▶ **REQUIREMENT**
Using the string "Cross" as the key, pull each matching line out of the records below.

▶ **RECORDS FOR THIS EXERCISE**
----
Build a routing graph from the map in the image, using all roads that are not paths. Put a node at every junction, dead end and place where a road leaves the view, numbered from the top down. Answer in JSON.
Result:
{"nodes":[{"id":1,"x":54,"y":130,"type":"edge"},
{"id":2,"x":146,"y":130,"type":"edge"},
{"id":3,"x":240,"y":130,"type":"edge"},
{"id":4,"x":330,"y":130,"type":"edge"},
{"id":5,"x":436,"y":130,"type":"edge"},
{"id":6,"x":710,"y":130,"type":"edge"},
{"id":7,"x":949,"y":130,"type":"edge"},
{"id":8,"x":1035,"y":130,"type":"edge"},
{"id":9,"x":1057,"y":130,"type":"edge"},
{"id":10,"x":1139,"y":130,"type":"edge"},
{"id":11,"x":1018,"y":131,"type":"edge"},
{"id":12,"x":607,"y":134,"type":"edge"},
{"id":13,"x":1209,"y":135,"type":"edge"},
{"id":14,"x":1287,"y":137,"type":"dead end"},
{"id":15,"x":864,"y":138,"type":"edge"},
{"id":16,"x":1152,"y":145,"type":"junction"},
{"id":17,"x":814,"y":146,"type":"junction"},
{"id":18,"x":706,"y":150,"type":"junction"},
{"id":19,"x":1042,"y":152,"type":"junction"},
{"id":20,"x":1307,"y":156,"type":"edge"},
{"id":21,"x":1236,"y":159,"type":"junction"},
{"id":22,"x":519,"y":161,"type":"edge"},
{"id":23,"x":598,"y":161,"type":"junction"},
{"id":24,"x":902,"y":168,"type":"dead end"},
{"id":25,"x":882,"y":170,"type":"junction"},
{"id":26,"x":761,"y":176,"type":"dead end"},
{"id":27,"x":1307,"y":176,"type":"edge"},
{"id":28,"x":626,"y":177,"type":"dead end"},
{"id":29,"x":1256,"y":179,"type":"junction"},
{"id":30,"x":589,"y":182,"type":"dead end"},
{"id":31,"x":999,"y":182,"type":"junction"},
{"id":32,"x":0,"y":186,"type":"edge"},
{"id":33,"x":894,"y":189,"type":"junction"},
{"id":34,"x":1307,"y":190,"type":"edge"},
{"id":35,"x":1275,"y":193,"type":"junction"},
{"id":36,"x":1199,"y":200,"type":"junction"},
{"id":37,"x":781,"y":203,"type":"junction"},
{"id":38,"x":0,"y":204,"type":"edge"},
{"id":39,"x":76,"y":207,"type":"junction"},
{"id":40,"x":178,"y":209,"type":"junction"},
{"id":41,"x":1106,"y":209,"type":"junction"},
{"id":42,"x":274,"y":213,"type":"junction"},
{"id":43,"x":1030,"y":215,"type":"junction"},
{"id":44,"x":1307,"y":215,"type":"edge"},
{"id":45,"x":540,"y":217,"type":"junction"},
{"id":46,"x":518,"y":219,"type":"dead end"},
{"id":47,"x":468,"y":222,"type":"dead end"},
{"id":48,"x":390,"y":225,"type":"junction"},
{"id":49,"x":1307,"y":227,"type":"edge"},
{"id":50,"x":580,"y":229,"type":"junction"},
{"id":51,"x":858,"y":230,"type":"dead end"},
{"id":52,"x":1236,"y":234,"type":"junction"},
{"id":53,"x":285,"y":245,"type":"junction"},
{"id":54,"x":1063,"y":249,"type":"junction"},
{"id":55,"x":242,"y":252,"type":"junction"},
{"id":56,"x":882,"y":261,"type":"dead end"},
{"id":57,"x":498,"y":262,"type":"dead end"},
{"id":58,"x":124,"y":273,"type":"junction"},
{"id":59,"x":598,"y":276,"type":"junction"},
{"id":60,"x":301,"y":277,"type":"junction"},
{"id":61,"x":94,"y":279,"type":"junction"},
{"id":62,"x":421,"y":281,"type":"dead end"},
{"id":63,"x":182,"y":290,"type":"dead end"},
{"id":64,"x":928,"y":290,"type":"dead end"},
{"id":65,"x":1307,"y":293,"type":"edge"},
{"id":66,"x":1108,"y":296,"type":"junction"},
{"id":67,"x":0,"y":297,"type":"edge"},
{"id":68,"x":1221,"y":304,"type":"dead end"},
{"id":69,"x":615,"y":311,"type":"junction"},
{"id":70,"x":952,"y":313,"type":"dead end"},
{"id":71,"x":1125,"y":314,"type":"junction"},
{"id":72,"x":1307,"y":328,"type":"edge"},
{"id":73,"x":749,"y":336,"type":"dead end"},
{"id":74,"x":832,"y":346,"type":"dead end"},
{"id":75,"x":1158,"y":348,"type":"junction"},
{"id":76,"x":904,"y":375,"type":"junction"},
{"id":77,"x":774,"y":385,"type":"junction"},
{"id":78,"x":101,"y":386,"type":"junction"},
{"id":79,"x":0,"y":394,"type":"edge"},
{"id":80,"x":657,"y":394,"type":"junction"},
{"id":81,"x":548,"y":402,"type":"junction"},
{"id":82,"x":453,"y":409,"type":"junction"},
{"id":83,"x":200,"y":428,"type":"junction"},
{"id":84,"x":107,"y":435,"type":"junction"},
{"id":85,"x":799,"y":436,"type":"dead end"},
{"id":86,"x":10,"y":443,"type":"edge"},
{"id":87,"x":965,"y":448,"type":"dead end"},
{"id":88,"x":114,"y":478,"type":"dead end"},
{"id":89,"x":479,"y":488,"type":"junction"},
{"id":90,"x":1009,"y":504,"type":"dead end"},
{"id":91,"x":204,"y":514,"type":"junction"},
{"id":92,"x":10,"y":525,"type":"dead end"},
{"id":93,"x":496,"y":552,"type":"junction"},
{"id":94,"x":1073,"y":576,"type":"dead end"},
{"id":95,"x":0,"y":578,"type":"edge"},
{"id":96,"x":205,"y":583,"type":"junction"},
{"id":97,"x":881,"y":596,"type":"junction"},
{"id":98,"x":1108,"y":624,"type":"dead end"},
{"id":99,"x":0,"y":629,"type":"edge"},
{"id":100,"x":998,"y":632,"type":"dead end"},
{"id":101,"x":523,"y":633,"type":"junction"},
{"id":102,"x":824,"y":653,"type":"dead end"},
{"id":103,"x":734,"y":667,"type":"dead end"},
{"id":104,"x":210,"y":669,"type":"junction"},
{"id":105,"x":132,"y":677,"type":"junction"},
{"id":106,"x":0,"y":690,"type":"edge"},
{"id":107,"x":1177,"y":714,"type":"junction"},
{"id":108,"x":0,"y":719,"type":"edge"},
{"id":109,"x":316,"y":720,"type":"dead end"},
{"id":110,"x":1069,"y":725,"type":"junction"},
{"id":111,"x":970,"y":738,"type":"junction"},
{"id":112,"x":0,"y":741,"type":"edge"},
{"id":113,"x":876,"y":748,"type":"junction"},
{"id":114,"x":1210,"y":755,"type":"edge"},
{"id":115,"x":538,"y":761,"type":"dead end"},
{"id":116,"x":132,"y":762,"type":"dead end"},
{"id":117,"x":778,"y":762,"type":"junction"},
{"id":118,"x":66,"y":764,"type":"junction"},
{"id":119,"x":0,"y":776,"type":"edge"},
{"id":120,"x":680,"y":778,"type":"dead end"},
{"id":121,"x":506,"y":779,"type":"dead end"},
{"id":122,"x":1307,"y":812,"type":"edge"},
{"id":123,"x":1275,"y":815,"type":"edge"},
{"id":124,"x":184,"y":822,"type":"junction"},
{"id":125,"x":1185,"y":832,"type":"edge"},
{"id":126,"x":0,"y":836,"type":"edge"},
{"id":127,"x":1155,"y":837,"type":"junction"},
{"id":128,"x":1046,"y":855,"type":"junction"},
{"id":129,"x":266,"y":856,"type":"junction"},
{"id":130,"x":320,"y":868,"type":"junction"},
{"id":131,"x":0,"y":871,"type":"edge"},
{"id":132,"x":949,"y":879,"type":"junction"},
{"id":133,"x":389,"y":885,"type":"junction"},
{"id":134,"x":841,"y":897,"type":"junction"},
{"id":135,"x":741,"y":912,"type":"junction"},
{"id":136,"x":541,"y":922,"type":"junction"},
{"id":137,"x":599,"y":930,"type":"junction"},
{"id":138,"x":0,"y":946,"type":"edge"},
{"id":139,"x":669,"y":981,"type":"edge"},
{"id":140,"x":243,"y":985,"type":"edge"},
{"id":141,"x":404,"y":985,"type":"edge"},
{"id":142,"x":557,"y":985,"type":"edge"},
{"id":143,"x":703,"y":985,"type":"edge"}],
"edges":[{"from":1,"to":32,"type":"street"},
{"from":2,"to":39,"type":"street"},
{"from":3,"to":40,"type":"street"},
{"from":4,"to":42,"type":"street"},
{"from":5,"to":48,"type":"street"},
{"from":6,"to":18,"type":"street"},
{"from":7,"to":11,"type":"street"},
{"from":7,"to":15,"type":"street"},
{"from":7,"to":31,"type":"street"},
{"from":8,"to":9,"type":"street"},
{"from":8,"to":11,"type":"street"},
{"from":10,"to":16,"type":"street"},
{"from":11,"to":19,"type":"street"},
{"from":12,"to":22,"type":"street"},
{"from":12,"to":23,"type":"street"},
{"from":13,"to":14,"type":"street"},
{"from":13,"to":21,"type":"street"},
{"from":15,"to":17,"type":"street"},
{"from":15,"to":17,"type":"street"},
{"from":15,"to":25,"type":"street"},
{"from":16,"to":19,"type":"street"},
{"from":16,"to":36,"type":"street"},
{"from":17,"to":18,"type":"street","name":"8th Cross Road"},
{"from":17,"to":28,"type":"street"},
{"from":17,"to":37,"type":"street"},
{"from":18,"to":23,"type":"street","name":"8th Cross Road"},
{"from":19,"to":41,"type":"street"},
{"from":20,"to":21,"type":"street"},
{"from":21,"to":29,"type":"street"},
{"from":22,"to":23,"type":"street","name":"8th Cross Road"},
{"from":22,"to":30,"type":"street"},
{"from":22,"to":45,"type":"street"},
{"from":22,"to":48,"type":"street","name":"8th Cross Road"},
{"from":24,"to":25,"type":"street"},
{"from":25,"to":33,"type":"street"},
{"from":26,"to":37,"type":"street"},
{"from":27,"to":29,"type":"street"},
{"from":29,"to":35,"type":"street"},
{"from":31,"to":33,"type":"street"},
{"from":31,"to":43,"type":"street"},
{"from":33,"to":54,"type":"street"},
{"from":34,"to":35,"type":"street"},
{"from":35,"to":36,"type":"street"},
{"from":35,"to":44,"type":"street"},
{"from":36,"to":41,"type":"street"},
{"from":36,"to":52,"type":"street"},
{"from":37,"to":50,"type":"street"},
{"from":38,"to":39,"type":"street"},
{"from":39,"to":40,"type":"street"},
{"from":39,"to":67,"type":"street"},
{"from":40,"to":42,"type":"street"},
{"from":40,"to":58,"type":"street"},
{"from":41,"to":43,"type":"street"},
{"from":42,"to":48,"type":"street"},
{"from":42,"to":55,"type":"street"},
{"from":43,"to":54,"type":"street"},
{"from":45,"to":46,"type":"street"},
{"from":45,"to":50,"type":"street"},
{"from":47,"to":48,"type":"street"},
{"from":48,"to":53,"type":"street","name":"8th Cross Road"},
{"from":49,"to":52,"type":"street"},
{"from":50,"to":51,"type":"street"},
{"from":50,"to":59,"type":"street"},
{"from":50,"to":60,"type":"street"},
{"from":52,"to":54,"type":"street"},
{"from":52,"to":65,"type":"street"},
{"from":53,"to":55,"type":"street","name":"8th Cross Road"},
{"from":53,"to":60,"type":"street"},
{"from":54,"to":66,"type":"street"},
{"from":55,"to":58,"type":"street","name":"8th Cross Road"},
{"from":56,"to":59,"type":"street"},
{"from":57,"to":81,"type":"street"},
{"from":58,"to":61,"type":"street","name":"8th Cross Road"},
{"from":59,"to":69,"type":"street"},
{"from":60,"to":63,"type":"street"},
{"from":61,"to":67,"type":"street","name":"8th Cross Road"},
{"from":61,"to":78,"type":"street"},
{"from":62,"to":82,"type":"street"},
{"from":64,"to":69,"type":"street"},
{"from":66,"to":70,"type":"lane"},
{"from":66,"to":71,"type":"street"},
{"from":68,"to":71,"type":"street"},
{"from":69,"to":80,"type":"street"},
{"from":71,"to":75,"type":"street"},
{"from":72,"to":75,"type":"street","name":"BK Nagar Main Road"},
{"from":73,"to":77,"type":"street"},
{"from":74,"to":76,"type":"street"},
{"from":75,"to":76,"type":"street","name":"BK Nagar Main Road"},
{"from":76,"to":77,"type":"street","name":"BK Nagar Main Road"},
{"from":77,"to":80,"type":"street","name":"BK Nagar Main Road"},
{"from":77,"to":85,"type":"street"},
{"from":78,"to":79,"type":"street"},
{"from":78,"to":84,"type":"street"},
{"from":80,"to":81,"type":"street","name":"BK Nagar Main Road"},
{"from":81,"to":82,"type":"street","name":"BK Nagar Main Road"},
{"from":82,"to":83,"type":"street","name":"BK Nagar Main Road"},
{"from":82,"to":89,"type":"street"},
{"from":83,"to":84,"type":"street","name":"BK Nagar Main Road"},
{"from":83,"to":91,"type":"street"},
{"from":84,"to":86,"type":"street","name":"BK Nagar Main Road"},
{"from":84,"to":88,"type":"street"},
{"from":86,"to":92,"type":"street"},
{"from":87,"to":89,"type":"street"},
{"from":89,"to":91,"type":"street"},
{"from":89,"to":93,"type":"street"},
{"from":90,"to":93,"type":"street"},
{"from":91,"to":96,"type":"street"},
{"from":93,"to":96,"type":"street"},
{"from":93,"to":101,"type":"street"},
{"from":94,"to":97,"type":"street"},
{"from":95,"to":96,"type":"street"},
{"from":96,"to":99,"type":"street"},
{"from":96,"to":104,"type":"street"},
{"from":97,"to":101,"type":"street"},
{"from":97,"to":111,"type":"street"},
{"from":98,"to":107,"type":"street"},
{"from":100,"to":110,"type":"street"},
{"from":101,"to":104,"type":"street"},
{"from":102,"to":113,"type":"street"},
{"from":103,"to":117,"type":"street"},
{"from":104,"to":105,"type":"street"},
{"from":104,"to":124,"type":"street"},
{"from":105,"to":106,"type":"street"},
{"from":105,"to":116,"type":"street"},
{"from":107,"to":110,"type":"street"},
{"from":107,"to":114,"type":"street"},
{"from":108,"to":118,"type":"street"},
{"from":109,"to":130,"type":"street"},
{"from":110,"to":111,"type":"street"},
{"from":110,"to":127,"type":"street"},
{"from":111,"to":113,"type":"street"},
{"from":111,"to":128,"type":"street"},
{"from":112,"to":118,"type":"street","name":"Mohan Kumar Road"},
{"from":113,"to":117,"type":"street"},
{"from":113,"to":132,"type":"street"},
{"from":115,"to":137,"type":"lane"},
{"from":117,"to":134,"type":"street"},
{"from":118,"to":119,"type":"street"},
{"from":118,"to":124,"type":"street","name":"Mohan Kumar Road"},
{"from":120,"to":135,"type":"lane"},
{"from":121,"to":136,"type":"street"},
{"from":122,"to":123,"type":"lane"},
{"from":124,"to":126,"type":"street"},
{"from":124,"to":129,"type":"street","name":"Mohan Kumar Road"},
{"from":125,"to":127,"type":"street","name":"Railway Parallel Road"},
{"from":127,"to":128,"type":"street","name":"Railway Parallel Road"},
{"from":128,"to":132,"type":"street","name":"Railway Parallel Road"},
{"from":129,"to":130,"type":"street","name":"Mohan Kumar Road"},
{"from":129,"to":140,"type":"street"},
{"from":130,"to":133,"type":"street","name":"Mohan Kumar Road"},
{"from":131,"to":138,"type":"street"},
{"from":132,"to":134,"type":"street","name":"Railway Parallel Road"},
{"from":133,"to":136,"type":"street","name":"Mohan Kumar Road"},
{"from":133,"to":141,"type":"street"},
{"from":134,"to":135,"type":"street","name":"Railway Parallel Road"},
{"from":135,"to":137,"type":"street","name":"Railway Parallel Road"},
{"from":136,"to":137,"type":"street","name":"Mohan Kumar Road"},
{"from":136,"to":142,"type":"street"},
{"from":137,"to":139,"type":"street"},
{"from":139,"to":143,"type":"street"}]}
----
▶ **WRITTEN ANSWER**
{"from":17,"to":18,"type":"street","name":"8th Cross Road"},
{"from":18,"to":23,"type":"street","name":"8th Cross Road"},
{"from":22,"to":23,"type":"street","name":"8th Cross Road"},
{"from":22,"to":48,"type":"street","name":"8th Cross Road"},
{"from":48,"to":53,"type":"street","name":"8th Cross Road"},
{"from":53,"to":55,"type":"street","name":"8th Cross Road"},
{"from":55,"to":58,"type":"street","name":"8th Cross Road"},
{"from":58,"to":61,"type":"street","name":"8th Cross Road"},
{"from":61,"to":67,"type":"street","name":"8th Cross Road"},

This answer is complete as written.